Personal life
- Born: Abraham Löwy 8 December 1816 Aussee, Moravia, Austrian Empire
- Died: 21 May 1908 (aged 91) St John's Wood, London, United Kingdom
- Buried: Balls Pond Road Cemetery
- Spouse: Gertrude Lindenthal ​ ​(m. 1851; died 1879)​
- Children: Bella Löwy [Wikidata]; Ruth Gollancz (granddaughter); Gertrude Lowy (granddaughter);
- Education: University of Vienna

Religious life
- Religion: Judaism
- Denomination: Reform Judaism

Jewish leader
- Position: Minister (1842–1892)
- Synagogue: West London Synagogue
- Organisation: Anglo-Jewish Association

= Albert Löwy =

Moravian-born English Hebrew scholar and Reform rabbi

Albert Löwy (8 December 1816 – 21 May 1908) was a Moravian-born English Hebrew scholar and Reform rabbi.

==Biography==
He was born Abraham Löwy in Aussee, Moravia (now Úsov, Czech Republic), the eldest son of thirteen children of Leopold and Katty Löwy. He was named after his ancestor Rabbi Abraham Leipnik, who wrote in Hebrew an account of the destruction of the synagogue in Aussee in 1720. In 1822 his father left Aussee for Friedland, on the border of Silesia, where he owned a brewery. In 1829 Albert left home for schools in Leipzig, Jagendorf, and Olmütz, and eventually attended the University of Vienna, where he began a systematic study of Hebrew and Arabic.

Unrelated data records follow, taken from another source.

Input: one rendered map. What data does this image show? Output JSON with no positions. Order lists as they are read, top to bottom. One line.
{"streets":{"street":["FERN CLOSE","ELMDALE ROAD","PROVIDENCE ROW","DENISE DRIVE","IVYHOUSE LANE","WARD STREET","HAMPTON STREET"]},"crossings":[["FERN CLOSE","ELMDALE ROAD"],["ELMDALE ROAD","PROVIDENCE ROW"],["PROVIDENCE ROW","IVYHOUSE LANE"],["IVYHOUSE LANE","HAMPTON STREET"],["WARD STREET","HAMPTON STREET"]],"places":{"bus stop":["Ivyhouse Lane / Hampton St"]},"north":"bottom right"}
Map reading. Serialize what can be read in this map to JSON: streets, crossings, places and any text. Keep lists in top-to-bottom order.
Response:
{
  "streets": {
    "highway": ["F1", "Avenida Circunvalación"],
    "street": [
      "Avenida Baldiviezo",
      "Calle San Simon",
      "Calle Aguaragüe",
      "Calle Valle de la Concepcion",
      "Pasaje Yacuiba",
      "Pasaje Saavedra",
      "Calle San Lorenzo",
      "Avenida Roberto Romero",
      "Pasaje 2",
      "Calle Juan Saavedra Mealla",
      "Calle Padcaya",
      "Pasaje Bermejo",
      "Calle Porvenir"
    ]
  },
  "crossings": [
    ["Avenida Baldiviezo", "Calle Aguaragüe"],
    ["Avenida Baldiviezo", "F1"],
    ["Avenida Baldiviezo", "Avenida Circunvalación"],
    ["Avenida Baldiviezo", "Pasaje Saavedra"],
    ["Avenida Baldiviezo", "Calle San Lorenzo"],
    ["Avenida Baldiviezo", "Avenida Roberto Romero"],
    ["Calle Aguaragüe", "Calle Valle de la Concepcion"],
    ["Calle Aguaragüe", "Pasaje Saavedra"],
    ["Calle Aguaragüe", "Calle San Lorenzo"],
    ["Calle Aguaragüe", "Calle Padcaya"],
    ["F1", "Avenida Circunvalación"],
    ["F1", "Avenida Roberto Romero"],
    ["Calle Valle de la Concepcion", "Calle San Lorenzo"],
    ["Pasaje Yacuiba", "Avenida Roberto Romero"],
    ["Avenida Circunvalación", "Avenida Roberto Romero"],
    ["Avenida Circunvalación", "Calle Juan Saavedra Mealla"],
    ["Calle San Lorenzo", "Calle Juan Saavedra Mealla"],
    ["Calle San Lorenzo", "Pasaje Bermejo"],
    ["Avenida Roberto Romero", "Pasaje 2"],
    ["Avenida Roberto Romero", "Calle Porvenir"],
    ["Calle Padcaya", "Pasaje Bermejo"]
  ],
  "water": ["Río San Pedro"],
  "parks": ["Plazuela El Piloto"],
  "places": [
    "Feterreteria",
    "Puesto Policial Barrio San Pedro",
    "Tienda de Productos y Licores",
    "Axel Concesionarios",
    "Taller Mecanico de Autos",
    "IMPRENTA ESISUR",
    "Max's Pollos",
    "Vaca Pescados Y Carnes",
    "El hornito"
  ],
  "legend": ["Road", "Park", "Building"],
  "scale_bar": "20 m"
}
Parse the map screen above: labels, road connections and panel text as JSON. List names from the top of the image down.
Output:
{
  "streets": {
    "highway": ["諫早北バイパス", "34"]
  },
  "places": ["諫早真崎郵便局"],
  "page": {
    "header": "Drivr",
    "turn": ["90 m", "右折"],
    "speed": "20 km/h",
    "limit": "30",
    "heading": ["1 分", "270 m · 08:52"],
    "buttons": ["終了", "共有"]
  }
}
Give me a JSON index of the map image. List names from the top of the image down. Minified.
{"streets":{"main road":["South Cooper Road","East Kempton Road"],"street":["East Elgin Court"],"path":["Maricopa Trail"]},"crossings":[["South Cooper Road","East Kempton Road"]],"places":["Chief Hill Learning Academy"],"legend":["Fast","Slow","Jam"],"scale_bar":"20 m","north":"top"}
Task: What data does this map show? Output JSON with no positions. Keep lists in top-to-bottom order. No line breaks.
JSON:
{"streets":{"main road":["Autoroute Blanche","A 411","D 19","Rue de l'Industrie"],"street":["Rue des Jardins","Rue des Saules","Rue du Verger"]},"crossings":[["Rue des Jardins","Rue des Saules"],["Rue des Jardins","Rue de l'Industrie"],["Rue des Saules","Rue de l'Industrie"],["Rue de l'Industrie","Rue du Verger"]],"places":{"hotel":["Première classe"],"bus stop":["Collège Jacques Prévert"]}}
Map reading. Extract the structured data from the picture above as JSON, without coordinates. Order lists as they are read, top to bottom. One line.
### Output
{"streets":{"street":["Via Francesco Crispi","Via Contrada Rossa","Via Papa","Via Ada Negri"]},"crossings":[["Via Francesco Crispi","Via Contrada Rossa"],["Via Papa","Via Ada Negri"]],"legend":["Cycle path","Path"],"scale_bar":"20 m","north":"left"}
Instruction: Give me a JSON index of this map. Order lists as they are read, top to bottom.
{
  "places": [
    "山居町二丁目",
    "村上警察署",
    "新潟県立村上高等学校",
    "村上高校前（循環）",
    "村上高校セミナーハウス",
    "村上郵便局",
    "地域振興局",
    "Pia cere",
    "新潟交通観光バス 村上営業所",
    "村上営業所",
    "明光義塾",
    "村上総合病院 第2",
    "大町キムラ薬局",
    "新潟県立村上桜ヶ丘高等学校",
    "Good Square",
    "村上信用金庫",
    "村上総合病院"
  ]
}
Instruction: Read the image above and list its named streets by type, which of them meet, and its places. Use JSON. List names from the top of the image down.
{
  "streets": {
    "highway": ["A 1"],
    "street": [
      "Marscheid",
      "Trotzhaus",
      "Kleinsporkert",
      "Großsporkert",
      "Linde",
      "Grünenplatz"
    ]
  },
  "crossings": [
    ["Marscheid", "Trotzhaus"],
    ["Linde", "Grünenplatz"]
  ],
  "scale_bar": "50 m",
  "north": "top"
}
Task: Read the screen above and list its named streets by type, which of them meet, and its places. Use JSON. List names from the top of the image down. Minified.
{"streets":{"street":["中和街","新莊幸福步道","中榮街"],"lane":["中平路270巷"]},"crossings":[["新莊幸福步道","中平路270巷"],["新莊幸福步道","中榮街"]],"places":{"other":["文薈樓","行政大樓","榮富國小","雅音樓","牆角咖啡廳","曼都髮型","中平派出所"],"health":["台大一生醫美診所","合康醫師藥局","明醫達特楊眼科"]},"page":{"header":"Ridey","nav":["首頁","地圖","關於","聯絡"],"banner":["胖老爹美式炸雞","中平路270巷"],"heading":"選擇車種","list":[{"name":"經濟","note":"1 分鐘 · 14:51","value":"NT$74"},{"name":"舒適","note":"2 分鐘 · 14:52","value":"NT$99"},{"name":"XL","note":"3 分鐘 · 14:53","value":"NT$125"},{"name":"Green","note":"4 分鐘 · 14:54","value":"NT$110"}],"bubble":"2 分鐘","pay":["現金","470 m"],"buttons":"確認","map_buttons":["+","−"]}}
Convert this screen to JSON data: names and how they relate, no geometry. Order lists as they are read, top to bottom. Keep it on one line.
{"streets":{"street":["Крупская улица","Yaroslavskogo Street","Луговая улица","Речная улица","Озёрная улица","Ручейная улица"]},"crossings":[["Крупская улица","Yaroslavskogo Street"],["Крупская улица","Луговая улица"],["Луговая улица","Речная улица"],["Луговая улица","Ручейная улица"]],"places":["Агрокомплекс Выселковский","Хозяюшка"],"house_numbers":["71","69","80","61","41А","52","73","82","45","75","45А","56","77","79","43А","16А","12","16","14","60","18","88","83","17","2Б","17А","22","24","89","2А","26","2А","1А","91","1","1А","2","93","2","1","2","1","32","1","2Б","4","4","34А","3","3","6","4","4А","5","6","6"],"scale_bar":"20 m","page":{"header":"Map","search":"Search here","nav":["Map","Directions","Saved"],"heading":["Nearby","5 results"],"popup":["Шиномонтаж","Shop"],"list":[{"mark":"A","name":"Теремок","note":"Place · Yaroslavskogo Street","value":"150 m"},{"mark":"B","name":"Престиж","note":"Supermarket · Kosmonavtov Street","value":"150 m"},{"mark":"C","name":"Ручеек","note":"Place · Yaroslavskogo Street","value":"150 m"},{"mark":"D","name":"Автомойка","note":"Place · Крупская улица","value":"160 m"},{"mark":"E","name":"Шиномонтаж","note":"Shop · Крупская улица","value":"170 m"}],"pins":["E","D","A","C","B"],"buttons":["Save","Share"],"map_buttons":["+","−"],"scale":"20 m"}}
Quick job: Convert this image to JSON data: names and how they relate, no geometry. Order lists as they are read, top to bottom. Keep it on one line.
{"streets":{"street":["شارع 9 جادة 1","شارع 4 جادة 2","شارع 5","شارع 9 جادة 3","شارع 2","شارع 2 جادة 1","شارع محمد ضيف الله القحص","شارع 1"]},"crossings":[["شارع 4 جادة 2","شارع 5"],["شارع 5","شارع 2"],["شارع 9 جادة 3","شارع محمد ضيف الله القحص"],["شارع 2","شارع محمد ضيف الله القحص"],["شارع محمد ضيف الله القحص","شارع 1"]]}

Among his friends and fellow students there were Moritz Steinschneider and Abraham Benisch, with whom in 1838 he founded 'Die Einheit,' a proto-Zionist secret society of some two hundred students of the University, most of them Jews, who were endeavouring to promote the welfare of the Jews, one of their aims being to establish Jewish settlements in Palestine. In 1840 Löwy visited England to promote the society's aims (encountering mainly indifference), and there he settled for life. On the opening on 27 January 1842 of the reform West London Synagogue of British Jews, Löwy became one of the first two ministers; David Woolf Marks was the other. He ran the congregation's school, and with his colleague he edited the prayer-book of the new congregation, which he served until 1892.

In 1870, under the guidance of Löwy and Benisch, the Anglo-Jewish Association was formed in London to champion the cause of persecuted Jews and to promote Jewish education in the Middle East. In 1874 Löwy, after attending a Jewish conference at Königsberg on the Russo-Jewish question, was sent by the Anglo-Jewish Association on a secret mission to Russia. His report on the position of the Russian Jews was published as an appendix to the Annual Statement of the Anglo-Jewish Association for 1874. He also undertook a fact-finding mission to Constantinople in 1889, and stimulated Western Jewry's interest in the Bene Israel community of India. Lowy was secretary of the Association from 1875 until his resignation in 1889.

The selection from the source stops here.